Chapel Hill Academy, in Missouri, is a chartered institution. It has a principal and several professors. Its reputation stands fair; its prospects are bright.
[Source: Minutes of the General Assembly of the Cumberland Presbyterian Church, 1849, page 45; "Report of the Committee on Education"]
Chapel Hill College, located in Lafayette County, Missouri, is another flourishing institution under the care and patronage of our Church; and from its position in the western bounds of our operations, your Committee regard it as eminently worthy the fostering care of the friends of the Church in that quarter. At the last session, there were one hundred and forty Students in attendance; and your Committee, an an evidence of its prospects for stability, have the pleasure to state, that nine thousand dollars have already been raised towards its endowment.
[Source: Minutes of the General Assembly of the Cumberland Presbyterian Church, 1851, page 37; "Report on Education"]
Your committee have not been place in possession of any specific information in regard to Chapel Hill College, Missouri.
[Source: Minutes of the General Assembly of the Cumberland Presbyterian Church, 1852, page 53; "Report of the Committee on Education, No. 3"]
Chapel Hill College, Missouri, under the care of Missouri Synod, is in a flourishing condition, numbering about one hundred students, several of which are preparing for the ministry.
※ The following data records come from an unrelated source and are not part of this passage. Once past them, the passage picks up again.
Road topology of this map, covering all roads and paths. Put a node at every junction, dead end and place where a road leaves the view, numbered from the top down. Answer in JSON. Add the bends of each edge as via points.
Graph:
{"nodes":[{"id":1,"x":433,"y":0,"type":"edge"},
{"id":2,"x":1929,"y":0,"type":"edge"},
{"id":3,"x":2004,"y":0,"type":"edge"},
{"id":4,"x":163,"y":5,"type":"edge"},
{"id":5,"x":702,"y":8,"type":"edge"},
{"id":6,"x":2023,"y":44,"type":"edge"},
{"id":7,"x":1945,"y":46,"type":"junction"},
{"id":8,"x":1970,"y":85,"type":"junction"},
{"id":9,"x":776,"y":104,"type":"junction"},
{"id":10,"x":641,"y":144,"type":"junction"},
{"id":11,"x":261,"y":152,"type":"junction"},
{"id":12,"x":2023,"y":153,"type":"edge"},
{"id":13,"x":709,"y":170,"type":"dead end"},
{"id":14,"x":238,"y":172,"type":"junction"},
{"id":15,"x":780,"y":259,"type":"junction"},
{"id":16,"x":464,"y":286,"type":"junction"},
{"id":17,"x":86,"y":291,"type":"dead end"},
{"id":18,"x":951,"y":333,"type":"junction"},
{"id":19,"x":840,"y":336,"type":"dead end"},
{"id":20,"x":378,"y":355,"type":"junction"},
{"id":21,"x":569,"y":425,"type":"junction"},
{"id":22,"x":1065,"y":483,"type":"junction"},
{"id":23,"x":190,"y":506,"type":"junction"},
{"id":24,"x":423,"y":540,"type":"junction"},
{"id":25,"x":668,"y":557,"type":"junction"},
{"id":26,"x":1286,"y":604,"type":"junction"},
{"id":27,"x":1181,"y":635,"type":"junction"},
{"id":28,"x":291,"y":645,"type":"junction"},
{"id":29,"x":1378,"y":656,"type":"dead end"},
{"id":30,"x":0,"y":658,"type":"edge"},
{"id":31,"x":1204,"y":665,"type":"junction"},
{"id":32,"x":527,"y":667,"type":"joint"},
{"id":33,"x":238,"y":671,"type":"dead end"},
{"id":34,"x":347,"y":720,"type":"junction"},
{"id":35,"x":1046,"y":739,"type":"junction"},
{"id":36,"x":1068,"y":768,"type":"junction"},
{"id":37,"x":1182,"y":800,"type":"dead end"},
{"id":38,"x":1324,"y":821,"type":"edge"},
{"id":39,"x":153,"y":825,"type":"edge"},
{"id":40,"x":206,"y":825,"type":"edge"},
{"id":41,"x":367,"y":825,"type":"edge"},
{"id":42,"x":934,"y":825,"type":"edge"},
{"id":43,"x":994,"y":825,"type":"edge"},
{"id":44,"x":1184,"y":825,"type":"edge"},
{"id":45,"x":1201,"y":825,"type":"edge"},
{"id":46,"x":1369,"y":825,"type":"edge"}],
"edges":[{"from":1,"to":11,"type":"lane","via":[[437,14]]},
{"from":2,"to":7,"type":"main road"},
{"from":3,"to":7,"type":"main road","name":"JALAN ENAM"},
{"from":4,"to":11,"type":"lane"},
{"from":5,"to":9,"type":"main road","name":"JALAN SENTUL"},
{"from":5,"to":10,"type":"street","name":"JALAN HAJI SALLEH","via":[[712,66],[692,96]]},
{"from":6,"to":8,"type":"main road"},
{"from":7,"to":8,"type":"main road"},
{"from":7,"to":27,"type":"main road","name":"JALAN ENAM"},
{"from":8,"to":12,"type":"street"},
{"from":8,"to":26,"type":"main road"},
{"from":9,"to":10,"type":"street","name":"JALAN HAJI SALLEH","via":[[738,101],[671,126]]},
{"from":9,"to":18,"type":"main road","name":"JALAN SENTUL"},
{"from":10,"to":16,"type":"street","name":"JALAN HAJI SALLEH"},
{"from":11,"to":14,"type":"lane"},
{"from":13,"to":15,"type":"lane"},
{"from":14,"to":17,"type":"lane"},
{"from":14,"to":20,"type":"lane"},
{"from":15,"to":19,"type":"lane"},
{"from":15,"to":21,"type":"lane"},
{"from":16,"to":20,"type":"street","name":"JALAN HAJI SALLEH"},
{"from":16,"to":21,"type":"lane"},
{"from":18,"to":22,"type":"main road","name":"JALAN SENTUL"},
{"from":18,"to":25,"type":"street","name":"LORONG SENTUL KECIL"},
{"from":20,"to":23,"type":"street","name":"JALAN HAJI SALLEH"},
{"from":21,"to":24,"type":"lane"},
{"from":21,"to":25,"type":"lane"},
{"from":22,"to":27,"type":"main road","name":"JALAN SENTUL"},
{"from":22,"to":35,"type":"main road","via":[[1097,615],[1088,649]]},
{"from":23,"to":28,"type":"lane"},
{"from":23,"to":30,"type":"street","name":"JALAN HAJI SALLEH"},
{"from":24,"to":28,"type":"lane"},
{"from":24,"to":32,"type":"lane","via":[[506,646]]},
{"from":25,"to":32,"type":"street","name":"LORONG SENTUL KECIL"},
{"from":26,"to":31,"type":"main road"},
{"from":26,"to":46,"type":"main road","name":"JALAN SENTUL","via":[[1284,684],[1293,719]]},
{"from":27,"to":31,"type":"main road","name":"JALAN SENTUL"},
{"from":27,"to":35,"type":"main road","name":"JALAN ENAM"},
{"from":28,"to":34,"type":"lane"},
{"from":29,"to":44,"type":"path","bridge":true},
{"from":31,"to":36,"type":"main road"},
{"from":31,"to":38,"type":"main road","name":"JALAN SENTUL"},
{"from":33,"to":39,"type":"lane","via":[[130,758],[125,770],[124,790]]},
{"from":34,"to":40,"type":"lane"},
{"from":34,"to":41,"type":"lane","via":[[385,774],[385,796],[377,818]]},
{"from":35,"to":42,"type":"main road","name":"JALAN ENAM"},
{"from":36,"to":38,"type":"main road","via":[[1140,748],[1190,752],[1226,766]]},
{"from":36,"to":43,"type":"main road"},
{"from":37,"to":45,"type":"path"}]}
Rev. Robert D. Morrow, President.
[Source: Minutes of the General Assembly of the Cumberland Presbyterian Church, 1853, page 42; "Report of the Committee on Education"]
Chapel Hill, situated in Missouri, has at this time only 2 Professors, and an Instructress in Music; students 40. A new Faculty has been lately elected, and will take charge in September next, after which time we augur a brighter future. Amount of endowment and property belonging to the College something considerable, though not known in detail to your Committee. Chapel Hill is under the care of the Missouri Synod.
[Source: Minutes of the General Assembly of the Cumberland Presbyterian Church, 1854, page 63; "Report of the Committee on Education"]
CHAPEL HILL, Missouri, has good college buildings free from debt; 4 instructors; 100 students and some endowment.
[Source: Minutes of the General Assembly of the Cumberland Presbyterian Church, 1855, page 57; "Report of the Committee on Education"]
Chapel Hill College--no statistics.
[Source: Minutes of the General Assembly of the Cumberland Presbyterian Church, 1858, page 74; "Report of the Committee on Education"]
--A recent issue of a Kansas City paper contains a three-column
illustrated story of Chapel Hill Academy, Chapel Hill, Mo. Rev.
C. G. McPherson and Rev.
Dr. Robt. D. Morrow, of our church, were among the earlier
presidents of this institution in its earlier history.
[Source: The Cumberland Presbyterian, December 7, 1899, page 720]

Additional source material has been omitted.